"When the Patrol arrives, you put in your claim. I'll back you."
"You can't."
"That's where you're mistaken," Hume told him crisply. "I've already taped a full story back at the spacer—it's on record now."
Vye frowned. The Hunter seemed determined to ask for the worst the Patrol—or the planet police back on Nahuatl—could deal out. A case of illegal conditioning was about as serious as you could get.
They shot along the diagonal of the triangle made by three points, the mountain valley, Wass' camp, and the safari headquarters, heading to the slopes up which the men must be herded if the beasts were shepherding them to the mountain valley. Vye, surveying the forest thick below, began to doubt they would ever be able to pick them up before they reached the valley gate.
Hume took a weaving course, zigzagging back and forth, while they both watched intently for a glint from one of the globes, any movement which would betray that trail.

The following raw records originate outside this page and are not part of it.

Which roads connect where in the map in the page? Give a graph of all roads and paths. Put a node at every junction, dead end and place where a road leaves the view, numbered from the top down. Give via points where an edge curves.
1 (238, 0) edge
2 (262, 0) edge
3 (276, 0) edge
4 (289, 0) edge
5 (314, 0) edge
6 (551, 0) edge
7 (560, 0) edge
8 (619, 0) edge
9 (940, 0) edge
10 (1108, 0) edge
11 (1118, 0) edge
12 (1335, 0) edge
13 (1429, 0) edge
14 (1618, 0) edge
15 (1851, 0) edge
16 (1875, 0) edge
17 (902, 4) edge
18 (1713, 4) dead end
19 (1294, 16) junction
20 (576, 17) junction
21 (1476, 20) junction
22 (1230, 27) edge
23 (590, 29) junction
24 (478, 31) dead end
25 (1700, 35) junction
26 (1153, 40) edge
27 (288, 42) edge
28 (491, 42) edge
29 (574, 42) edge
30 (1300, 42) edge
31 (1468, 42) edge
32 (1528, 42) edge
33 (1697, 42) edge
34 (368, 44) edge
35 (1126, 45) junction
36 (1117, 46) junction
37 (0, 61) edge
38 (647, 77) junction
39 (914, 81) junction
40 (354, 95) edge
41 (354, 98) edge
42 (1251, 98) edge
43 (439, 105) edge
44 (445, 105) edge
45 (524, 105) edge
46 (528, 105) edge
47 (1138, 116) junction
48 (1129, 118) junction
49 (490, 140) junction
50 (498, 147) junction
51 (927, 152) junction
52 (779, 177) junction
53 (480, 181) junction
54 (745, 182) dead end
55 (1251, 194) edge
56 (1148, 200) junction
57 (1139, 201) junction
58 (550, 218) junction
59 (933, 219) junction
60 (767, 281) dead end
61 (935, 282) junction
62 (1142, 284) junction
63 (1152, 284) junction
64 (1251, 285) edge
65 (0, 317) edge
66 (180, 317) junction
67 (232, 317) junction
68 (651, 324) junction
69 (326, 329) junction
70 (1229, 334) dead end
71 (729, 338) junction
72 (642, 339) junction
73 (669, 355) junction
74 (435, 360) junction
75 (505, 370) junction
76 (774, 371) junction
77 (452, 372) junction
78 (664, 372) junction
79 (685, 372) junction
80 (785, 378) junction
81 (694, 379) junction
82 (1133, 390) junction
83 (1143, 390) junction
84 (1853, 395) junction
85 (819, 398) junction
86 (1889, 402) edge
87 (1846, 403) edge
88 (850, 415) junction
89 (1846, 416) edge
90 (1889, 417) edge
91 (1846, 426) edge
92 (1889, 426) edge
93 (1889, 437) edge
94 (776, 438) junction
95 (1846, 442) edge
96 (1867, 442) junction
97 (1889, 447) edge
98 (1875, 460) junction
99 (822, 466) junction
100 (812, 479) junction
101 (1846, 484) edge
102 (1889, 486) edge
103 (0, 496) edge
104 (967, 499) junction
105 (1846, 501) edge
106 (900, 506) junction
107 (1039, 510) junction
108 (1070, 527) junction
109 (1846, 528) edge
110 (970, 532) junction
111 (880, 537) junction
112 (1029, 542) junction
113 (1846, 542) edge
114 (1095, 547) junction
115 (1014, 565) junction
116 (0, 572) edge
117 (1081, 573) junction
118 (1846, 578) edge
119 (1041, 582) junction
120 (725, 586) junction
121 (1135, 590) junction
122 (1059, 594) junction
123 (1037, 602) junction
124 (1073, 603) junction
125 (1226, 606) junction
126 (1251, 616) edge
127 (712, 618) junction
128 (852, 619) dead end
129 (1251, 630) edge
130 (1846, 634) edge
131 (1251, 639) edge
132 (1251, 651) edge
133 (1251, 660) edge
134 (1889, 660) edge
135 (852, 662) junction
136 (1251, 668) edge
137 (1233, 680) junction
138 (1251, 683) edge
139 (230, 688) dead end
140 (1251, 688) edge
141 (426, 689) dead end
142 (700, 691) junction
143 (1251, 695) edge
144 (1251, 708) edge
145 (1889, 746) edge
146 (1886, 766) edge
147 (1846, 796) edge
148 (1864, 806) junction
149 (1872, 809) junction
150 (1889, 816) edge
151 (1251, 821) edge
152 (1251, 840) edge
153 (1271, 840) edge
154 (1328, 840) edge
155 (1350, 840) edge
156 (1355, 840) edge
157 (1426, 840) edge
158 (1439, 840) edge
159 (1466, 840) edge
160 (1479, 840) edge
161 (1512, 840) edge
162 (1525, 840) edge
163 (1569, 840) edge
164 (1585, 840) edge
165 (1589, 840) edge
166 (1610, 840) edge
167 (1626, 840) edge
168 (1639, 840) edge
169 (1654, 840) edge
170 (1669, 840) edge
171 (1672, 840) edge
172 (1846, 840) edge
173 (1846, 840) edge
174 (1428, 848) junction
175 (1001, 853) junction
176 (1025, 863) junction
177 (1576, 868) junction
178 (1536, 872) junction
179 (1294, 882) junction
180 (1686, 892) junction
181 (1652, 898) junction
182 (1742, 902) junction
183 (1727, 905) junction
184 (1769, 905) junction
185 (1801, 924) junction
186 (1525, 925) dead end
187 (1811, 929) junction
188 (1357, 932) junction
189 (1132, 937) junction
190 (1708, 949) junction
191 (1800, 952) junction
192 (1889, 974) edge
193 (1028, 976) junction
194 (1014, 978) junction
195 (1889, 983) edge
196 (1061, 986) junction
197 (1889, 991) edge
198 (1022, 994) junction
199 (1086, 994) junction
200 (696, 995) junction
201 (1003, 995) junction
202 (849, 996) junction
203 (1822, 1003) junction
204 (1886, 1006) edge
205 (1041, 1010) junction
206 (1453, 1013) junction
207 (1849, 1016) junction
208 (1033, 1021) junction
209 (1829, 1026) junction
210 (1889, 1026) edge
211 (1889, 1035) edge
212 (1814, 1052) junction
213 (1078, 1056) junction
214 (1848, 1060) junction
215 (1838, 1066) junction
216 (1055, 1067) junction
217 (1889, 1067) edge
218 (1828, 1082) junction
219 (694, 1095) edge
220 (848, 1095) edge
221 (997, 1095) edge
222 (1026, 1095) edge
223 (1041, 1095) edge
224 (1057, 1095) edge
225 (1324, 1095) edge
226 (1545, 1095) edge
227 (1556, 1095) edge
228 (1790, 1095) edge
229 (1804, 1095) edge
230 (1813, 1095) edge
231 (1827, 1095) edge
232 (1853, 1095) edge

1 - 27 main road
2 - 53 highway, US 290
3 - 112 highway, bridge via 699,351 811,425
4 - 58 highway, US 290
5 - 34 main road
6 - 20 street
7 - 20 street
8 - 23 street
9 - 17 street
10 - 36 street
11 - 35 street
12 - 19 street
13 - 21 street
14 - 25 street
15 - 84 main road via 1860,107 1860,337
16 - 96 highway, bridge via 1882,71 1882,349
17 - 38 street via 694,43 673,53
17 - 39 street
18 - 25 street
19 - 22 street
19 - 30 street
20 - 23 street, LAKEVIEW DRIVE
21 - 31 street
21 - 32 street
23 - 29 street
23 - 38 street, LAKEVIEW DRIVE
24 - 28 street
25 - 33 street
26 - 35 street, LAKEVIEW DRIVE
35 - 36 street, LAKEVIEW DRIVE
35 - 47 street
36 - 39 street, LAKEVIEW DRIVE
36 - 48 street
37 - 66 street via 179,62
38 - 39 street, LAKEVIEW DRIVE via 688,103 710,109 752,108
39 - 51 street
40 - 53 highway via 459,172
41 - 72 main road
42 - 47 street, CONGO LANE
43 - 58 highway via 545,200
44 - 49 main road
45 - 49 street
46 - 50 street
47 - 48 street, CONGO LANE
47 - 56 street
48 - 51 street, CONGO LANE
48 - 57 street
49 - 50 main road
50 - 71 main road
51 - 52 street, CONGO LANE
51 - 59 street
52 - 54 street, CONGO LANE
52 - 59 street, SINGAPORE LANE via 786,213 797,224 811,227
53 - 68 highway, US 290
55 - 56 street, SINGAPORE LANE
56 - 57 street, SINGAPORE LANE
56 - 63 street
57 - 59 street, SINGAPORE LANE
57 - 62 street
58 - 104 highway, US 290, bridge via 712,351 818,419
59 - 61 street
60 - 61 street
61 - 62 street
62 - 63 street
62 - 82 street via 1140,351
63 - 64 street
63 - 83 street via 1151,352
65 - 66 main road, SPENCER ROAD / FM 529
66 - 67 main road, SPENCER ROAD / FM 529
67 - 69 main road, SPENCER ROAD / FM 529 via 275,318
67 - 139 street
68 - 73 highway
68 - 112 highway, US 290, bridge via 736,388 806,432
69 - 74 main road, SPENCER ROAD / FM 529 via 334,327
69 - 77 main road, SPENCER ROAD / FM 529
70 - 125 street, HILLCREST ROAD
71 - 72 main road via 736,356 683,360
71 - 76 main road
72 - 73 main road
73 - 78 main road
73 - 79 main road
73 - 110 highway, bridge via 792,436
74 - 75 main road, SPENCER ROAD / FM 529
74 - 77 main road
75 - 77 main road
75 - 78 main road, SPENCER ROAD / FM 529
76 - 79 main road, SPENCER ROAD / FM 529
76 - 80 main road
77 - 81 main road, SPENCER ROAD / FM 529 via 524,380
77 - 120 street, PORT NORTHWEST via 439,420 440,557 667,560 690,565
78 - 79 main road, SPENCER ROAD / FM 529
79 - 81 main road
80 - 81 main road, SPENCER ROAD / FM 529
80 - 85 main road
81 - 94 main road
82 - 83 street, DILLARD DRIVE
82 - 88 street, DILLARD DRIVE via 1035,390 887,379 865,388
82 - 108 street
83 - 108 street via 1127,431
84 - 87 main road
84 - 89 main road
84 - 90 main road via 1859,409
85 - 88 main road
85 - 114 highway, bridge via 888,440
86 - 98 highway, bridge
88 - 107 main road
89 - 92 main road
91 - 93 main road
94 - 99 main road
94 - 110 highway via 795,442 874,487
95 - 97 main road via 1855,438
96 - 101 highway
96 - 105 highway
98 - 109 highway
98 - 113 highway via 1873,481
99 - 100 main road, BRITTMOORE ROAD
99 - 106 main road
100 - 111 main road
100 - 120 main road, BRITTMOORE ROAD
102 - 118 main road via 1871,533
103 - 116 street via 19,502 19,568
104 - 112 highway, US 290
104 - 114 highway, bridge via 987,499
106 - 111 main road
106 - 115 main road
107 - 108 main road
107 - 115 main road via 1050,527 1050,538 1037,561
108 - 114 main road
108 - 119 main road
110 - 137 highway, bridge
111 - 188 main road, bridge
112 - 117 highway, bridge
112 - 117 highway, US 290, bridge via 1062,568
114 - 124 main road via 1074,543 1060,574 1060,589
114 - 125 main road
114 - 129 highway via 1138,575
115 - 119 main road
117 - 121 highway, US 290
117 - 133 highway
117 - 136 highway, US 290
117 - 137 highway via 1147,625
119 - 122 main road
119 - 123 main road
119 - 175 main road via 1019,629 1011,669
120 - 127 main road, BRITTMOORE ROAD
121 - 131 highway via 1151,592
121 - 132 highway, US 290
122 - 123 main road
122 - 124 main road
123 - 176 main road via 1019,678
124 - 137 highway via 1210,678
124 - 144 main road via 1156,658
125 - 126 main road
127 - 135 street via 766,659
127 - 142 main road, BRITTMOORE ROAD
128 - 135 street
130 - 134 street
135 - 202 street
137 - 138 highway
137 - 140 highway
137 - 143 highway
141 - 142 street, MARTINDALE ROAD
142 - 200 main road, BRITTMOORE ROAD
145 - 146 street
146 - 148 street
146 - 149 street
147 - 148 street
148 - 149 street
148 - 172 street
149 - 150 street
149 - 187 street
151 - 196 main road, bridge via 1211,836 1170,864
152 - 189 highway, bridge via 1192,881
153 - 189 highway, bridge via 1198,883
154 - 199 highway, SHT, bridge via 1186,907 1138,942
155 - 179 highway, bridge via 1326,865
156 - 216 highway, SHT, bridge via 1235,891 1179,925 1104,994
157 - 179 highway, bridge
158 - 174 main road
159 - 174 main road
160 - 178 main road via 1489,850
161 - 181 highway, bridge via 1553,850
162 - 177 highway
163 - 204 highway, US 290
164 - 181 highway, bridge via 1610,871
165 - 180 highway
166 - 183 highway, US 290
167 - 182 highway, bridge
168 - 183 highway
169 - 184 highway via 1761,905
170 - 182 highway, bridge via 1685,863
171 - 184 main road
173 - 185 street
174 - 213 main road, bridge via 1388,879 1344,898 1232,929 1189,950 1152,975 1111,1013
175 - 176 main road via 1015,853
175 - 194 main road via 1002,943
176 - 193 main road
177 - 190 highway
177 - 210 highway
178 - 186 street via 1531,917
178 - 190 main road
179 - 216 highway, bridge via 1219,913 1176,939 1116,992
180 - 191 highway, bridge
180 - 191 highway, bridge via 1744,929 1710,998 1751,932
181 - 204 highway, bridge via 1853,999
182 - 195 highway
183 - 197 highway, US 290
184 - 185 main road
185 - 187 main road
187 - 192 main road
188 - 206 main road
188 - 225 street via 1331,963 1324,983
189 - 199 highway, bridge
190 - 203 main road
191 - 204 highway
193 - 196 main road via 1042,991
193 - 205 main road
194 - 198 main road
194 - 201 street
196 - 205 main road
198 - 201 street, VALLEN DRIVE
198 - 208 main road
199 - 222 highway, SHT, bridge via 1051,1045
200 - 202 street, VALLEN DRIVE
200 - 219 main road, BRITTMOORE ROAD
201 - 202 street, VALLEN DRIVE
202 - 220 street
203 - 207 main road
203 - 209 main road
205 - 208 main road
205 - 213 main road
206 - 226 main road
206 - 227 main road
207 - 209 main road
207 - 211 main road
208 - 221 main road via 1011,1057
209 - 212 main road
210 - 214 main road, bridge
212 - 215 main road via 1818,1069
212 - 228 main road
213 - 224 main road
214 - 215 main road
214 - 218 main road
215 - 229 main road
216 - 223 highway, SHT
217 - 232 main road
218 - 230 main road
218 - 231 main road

And it was on one of the upper slopes that the flitter passed over two of the blue beasts lumbering along. Neither of the creatures paid any attention to the flyer, they moved with purpose on some mission of their own.
"Maybe the tail end of the hunting pack," Hume commented.
He sent the flyer hovering over a stunted line of trees and brush. Beyond that was bare rock. But though they hung for moments, nothing moved into that open.
"Wrong scent somehow." Hume brought the flitter around. He had it on manual control now, keeping it answering to the quick changes of his will.
A longer sweep supplied the answer—a vegetation roofed slit running back into the uplands, in a way resembling the crevice through which they had originally found their way into this country. Hume brought the flyer along that. But if the men they sought were pushing their way through below they could not be sighted from the air. At last, with evening drawing in, Hume was forced to admit failure.